Keep only the lines of the material below that contain the word "תשבי". Copy those lines.

▶ **STUDY MATERIAL**:
• • • • • • •

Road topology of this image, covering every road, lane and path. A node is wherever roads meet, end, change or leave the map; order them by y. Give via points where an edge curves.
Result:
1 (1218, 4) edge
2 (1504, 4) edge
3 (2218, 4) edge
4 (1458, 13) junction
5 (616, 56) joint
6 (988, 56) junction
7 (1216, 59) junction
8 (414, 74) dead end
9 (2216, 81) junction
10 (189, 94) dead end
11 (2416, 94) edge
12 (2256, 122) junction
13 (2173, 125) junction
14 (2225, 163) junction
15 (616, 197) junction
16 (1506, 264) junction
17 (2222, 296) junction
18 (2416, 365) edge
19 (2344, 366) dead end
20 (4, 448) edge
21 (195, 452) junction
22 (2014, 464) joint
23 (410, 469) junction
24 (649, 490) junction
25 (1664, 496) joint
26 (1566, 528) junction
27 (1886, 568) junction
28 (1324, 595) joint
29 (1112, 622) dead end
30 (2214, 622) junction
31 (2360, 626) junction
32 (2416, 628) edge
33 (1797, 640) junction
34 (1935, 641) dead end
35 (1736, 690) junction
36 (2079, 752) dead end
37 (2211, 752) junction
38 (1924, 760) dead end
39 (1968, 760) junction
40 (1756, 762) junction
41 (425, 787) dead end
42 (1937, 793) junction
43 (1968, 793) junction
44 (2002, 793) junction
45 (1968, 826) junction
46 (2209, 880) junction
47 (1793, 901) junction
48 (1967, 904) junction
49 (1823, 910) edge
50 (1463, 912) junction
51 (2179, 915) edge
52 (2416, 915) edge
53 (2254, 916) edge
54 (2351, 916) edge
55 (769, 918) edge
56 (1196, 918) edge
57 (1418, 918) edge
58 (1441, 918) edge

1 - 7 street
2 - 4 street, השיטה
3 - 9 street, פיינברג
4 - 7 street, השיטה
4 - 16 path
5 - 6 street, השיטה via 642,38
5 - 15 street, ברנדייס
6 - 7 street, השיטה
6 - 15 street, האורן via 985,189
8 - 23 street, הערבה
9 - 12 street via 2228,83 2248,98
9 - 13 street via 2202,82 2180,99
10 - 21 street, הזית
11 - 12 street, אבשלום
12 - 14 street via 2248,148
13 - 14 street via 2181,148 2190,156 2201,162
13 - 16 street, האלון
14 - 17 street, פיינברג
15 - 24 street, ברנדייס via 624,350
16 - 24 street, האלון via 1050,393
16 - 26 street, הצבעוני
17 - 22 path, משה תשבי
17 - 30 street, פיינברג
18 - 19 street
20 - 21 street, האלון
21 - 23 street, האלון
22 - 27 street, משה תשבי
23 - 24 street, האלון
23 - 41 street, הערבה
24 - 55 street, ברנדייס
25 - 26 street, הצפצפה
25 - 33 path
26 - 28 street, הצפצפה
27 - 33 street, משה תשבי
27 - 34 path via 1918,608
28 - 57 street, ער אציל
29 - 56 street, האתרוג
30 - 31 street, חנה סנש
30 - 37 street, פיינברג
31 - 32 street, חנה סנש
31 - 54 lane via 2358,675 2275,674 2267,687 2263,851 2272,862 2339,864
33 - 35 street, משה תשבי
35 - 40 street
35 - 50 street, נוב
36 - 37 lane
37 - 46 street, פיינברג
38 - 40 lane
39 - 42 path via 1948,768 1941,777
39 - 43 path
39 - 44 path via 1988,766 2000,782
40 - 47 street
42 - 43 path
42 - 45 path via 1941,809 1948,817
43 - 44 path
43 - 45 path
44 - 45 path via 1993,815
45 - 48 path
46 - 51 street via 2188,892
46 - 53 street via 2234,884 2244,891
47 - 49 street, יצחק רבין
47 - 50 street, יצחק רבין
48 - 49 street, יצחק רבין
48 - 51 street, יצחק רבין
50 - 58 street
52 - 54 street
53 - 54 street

• • • • • • •

▶ **RESULT OF THE TASK**:
17 - 22 path, משה תשבי
22 - 27 street, משה תשבי
27 - 33 street, משה תשבי
33 - 35 street, משה תשבי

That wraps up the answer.